§ **WHAT NEEDS TO BE DONE**
Your answer must be an exact transcription of every record below, with the pictures omitted.

╭─ AVAILABLE DATA

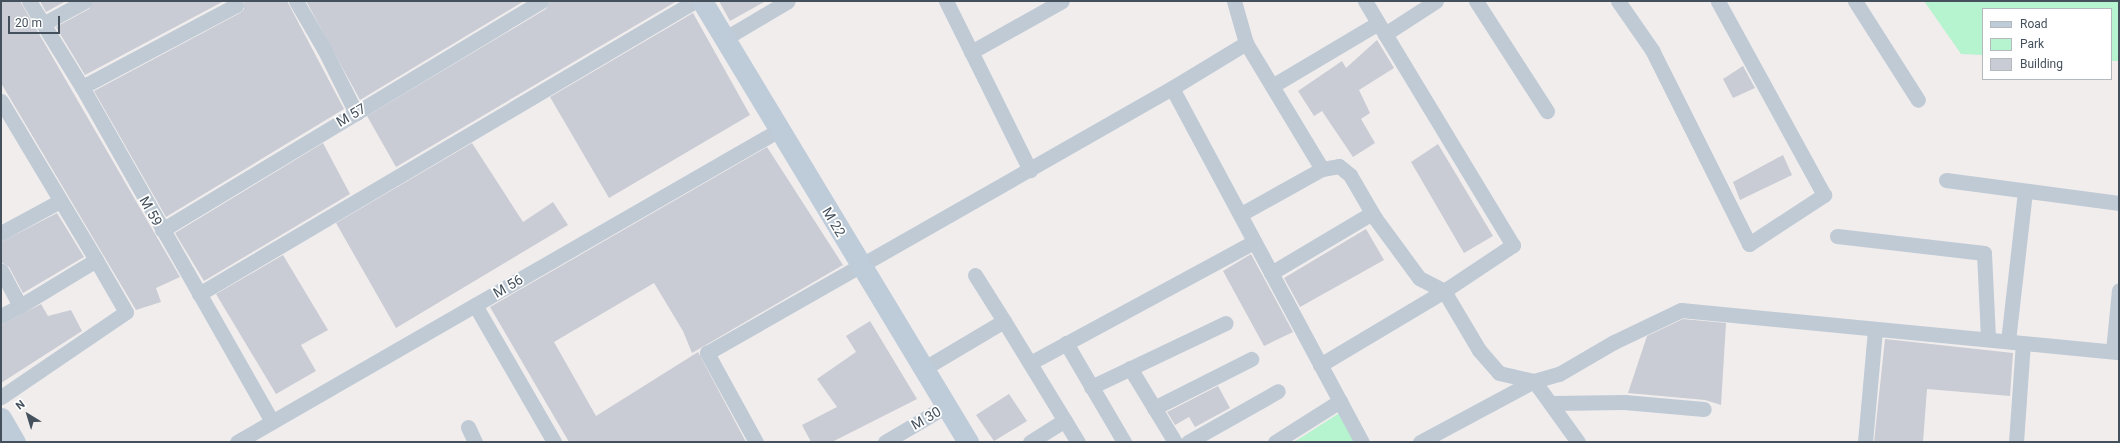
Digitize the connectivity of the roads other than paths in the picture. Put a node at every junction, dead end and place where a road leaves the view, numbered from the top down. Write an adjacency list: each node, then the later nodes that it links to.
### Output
1 (29, 1): 18 (street, M 59)
2 (85, 1): 18 (street)
3 (234, 1): 24 (street)
4 (296, 1): 29 (street)
5 (540, 1): 29 (street, M 57)
6 (695, 1): 50 (street)
7 (702, 1): 20 (street, M 22)
8 (788, 1): 20 (street)
9 (946, 1): 22 (street)
10 (1062, 1): 22 (street)
11 (1234, 1): 21 (street)
12 (1365, 1): 19 (street)
13 (1436, 1): 19 (street)
14 (1476, 1): 28 (street)
15 (1618, 1): 16 (street)
16 (1718, 1)
17 (1855, 1): 26 (street)
18 (43, 24): 24 (street, M 59)
19 (1382, 28): 23 (street); 49 (street)
20 (724, 38): 30 (street, M 22)
21 (1246, 43): 23 (street); 25 (street)
22 (971, 52): 32 (street)
23 (1272, 86): 31 (street)
24 (82, 87): 39 (street, M 59)
25 (1172, 88): 32 (street); 38 (street)
26 (1918, 100)
27 (1, 101): 35 (street)
28 (1547, 111)
29 (356, 113): 39 (street, M 57)
30 (779, 130): 44 (street, M 22); 51 (street, M 56)
31 (1322, 169): 37 (street); 38 (street)
32 (1030, 170): 44 (street)
33 (1946, 180): 34 (street)
34 (2025, 191): 36 (street); 58 (street)
35 (60, 200): 40 (street); 43 (street)
36 (2119, 203)
37 (1372, 213): 46 (street); 49 (street)
38 (1241, 214): 42 (street)
39 (162, 230): 50 (street, M 59)
40 (1, 233)
41 (1837, 236): 57 (street)
42 (1254, 242): 46 (street); 59 (street)
43 (96, 260): 52 (street); 69 (street)
44 (860, 265): 65 (street, M 22); 83 (street)
45 (1, 271): 52 (street)
46 (1271, 273): 63 (street)
47 (975, 275): 54 (street)
48 (2119, 290): 60 (street)
49 (1444, 291): 63 (street); 66 (street)
50 (199, 294): 77 (street, M 59)
51 (475, 305): 77 (street, M 56); 82 (street)
52 (20, 306): 53 (street)
53 (1, 316)
54 (1004, 321): 62 (street); 65 (street)
55 (1226, 323): 64 (street)
56 (1875, 329): 57 (street); 66 (street); 95 (street)
57 (1988, 339): 58 (street)
58 (2015, 342): 60 (street); 96 (street)
59 (1066, 343): 62 (street); 67 (street)
60 (2116, 351)
61 (1251, 359): 73 (street)
62 (1030, 363): 76 (street)
63 (1320, 365): 70 (street)
64 (1130, 368): 67 (street); 73 (street)
65 (923, 369): 72 (street, M 22)
66 (1534, 381): 71 (street); 93 (street)
67 (1091, 387): 88 (street)
68 (1278, 391): 90 (street)
69 (1, 397)
70 (1340, 401): 91 (street); 92 (street)
71 (1551, 403): 74 (street); 94 (street)
72 (946, 406): 84 (street, M 30); 85 (street, M 22)
73 (1154, 408): 89 (street)
74 (1704, 409)
75 (1, 418): 79 (street)
76 (1065, 420): 86 (street); 87 (street)
77 (272, 421): 80 (street, M 56)
78 (468, 427): 81 (street)
79 (10, 440)
80 (237, 442)
81 (475, 442)
82 (554, 442)
83 (756, 442)
84 (885, 442)
85 (968, 442)
86 (1030, 442)
87 (1078, 442)
88 (1124, 442)
89 (1175, 442)
90 (1188, 442)
91 (1275, 442)
92 (1362, 442)
93 (1420, 442)
94 (1578, 442)
95 (1865, 442)
96 (2016, 442)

╰─

§ **TASK RESULT**
Digitize the connectivity of the roads other than paths in the picture. Put a node at every junction, dead end and place where a road leaves the view, numbered from the top down. Write an adjacency list: each node, then the later nodes that it links to.
### Output
1 (29, 1): 18 (street, M 59)
2 (85, 1): 18 (street)
3 (234, 1): 24 (street)
4 (296, 1): 29 (street)
5 (540, 1): 29 (street, M 57)
6 (695, 1): 50 (street)
7 (702, 1): 20 (street, M 22)
8 (788, 1): 20 (street)
9 (946, 1): 22 (street)
10 (1062, 1): 22 (street)
11 (1234, 1): 21 (street)
12 (1365, 1): 19 (street)
13 (1436, 1): 19 (street)
14 (1476, 1): 28 (street)
15 (1618, 1): 16 (street)
16 (1718, 1)
17 (1855, 1): 26 (street)
18 (43, 24): 24 (street, M 59)
19 (1382, 28): 23 (street); 49 (street)
20 (724, 38): 30 (street, M 22)
21 (1246, 43): 23 (street); 25 (street)
22 (971, 52): 32 (street)
23 (1272, 86): 31 (street)
24 (82, 87): 39 (street, M 59)
25 (1172, 88): 32 (street); 38 (street)
26 (1918, 100)
27 (1, 101): 35 (street)
28 (1547, 111)
29 (356, 113): 39 (street, M 57)
30 (779, 130): 44 (street, M 22); 51 (street, M 56)
31 (1322, 169): 37 (street); 38 (street)
32 (1030, 170): 44 (street)
33 (1946, 180): 34 (street)
34 (2025, 191): 36 (street); 58 (street)
35 (60, 200): 40 (street); 43 (street)
36 (2119, 203)
37 (1372, 213): 46 (street); 49 (street)
38 (1241, 214): 42 (street)
39 (162, 230): 50 (street, M 59)
40 (1, 233)
41 (1837, 236): 57 (street)
42 (1254, 242): 46 (street); 59 (street)
43 (96, 260): 52 (street); 69 (street)
44 (860, 265): 65 (street, M 22); 83 (street)
45 (1, 271): 52 (street)
46 (1271, 273): 63 (street)
47 (975, 275): 54 (street)
48 (2119, 290): 60 (street)
49 (1444, 291): 63 (street); 66 (street)
50 (199, 294): 77 (street, M 59)
51 (475, 305): 77 (street, M 56); 82 (street)
52 (20, 306): 53 (street)
53 (1, 316)
54 (1004, 321): 62 (street); 65 (street)
55 (1226, 323): 64 (street)
56 (1875, 329): 57 (street); 66 (street); 95 (street)
57 (1988, 339): 58 (street)
58 (2015, 342): 60 (street); 96 (street)
59 (1066, 343): 62 (street); 67 (street)
60 (2116, 351)
61 (1251, 359): 73 (street)
62 (1030, 363): 76 (street)
63 (1320, 365): 70 (street)
64 (1130, 368): 67 (street); 73 (street)
65 (923, 369): 72 (street, M 22)
66 (1534, 381): 71 (street); 93 (street)
67 (1091, 387): 88 (street)
68 (1278, 391): 90 (street)
69 (1, 397)
70 (1340, 401): 91 (street); 92 (street)
71 (1551, 403): 74 (street); 94 (street)
72 (946, 406): 84 (street, M 30); 85 (street, M 22)
73 (1154, 408): 89 (street)
74 (1704, 409)
75 (1, 418): 79 (street)
76 (1065, 420): 86 (street); 87 (street)
77 (272, 421): 80 (street, M 56)
78 (468, 427): 81 (street)
79 (10, 440)
80 (237, 442)
81 (475, 442)
82 (554, 442)
83 (756, 442)
84 (885, 442)
85 (968, 442)
86 (1030, 442)
87 (1078, 442)
88 (1124, 442)
89 (1175, 442)
90 (1188, 442)
91 (1275, 442)
92 (1362, 442)
93 (1420, 442)
94 (1578, 442)
95 (1865, 442)
96 (2016, 442)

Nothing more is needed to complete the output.